La prima guaina Annamayakosa è quella del corpo grossolano ed è così descritta:
La sua esistenza dipende dal prana (energia) assunto sotto forma di cibo, acqua e da prana più sottile assunto attraverso l'aria che respira. Il prana assunto attraverso la respirazione è la forma di energia più importante al corpo materiale, infatti senza cibo la sua sopravvivenza è possibile fino e oltre 6 settimane, senza acqua 3 giorni, senza aria, invece, la vita del corpo materiale cessa dopo soltanto 6 minuti. Il corpo fisico può essere armonizzato anche attraverso la pratica di posizioni mirate dette āsana.
La seconda guaina Pranamayakosa è quella dell'energia vitale.
Nella filosofia vedantina, con il termine prana si intende il soffio-energia vitale. Il cibo grossolano, come detto, è una sorta di prana cristallizzato. Questo corpo è simile per dimensione e forma a quello fisico e, come quello fisico ha una sua struttura fisiologica gestita da "centrali energetiche" dette chakra dalle quali scorre l'energia attraverso una sorta di rete sottile di "canali di collegamento", le nadi, la cui funzione è quella di distribuire il prana attraverso le varie strutture umane. Non esiste una sola particella dell'essere umano che non funzioni come organo di ricezione, trasformazione e trasmissione dell'energia sottile. Il corpo eterico, pur essendo puramente energetico, può essere influenzato dalle tecniche yoga di respirazione (prāṇāyāma).

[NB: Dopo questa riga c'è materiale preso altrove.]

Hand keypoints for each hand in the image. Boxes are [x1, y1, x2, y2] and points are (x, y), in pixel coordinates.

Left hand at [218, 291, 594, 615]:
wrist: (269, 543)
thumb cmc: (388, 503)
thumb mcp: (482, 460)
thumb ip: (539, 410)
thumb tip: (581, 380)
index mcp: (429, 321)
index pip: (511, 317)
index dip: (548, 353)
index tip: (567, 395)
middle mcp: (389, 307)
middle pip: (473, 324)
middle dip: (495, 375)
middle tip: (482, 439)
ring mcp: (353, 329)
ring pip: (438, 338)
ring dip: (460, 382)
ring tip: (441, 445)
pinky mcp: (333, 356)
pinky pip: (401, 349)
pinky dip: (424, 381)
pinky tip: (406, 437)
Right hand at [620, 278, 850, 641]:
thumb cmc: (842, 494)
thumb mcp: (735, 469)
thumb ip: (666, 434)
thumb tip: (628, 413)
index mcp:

Il terzo involucro Manomayakosa è quello che concerne il mentale ed in proposito è scritto:
«Gli organi di percezione, associati alla mente, formano la guaina fatta di mente. Essa è causa di distinzione [falsa rappresentazione del reale] e si esprime con le nozioni del "mio" e dell'"io". Essa, interpenetrando la guaina precedente, ha il potere di creare le differenziazioni.»

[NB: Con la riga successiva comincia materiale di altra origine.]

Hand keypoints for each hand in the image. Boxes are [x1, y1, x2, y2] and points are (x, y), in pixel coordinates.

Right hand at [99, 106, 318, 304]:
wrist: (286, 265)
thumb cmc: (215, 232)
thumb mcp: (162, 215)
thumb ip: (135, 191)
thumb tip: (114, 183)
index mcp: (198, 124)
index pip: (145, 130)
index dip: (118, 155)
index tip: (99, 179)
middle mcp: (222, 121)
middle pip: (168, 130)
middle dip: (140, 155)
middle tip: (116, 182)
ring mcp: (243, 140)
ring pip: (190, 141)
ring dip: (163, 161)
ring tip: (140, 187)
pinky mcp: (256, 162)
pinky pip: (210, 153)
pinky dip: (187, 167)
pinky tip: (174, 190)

Tutto l'universo di nomi e forme non è altro che il frutto di Manomayakosa. In altre parole, quello che noi chiamiamo "mondo reale" è frutto della proiezioni della mente esattamente come lo è il mondo onirico durante il sonno. Naturalmente entrambi i tipi di proiezione risultano reali fintantoché la conoscenza non sarà sufficientemente risvegliata.
Un elemento di particolare interesse lega quanto detto al ciclo di morte-rinascita (Saṃsāra).
Infatti per la metafisica Vedānta la trasmigrazione avviene per l'identificazione della coscienza con il mondo dei nomi e delle forme. L'identificazione con la realtà grossolana crea un moto che permette all'individualità di generare una forza che rende schiavi delle cose pur vivendo nell'illusione di possederle. Questa forza tenta disperatamente di sopravvivere, trasmigrando nei vari mondi, subendo il relativo karma di merito-demerito, attenuandosi e spegnendosi solo quando cessa quel moto di identificazione.
Fintanto che questo viene alimentato il ciclo morte-rinascita (e con esso la schiavitù metafisica) non sarà mai spezzato.
La quarta guaina Vijnanamayakosa è detta guaina dell'intelletto.
Quello che rappresenta questo involucro è la cosiddetta buddhi. Potremmo intendere questo termine come la più alta facoltà discriminativa che l'individuo possegga, l'intelligenza sintetica capace di contemplare gli archetipi universali.
Benché molto vicina al Ātman riflettendone il cit[non chiaro], nonostante sia percezione intuitiva e discernimento immediato essa resta pur sempre un veicolo del sé ed è pertanto soggetta a trasmigrazione.
Pertanto se questa resta vincolata al complesso mentale e sensoriale favorisce l'espansione dell'ego; se viceversa risulta svincolata dal desiderio egoico essa favorisce l'amore e la comprensione universale.
L'ultima guaina e quella più interna Anandamayakosa è quella della beatitudine.
Di essa si dice essere attiva nel sonno profondo mentre negli altri stati (veglia e sogno) lo è solo parzialmente. È sede della facoltà intuitiva ove si fa esperienza della divinità che vive nel profondo di ogni essere umano. Tale unità di coscienza rifrange senza riflettere la pura beatitudine dell'Ātman, in assenza di qualsiasi dualità. Questa guaina è composta di beatitudine non generata da alcun eccitamento né da stimoli sensoriali quindi non dipende da alcun condizionamento formale.
Anche questo corpo causale va superato; esso non può essere il supremo sé in quanto ne è pur sempre rivestimento come lo sono le altre guaine-corpi.
Compresi e risolti i cinque involucri ovvero i tre corpi quello che resta è solo il testimone, il supremo Ātman.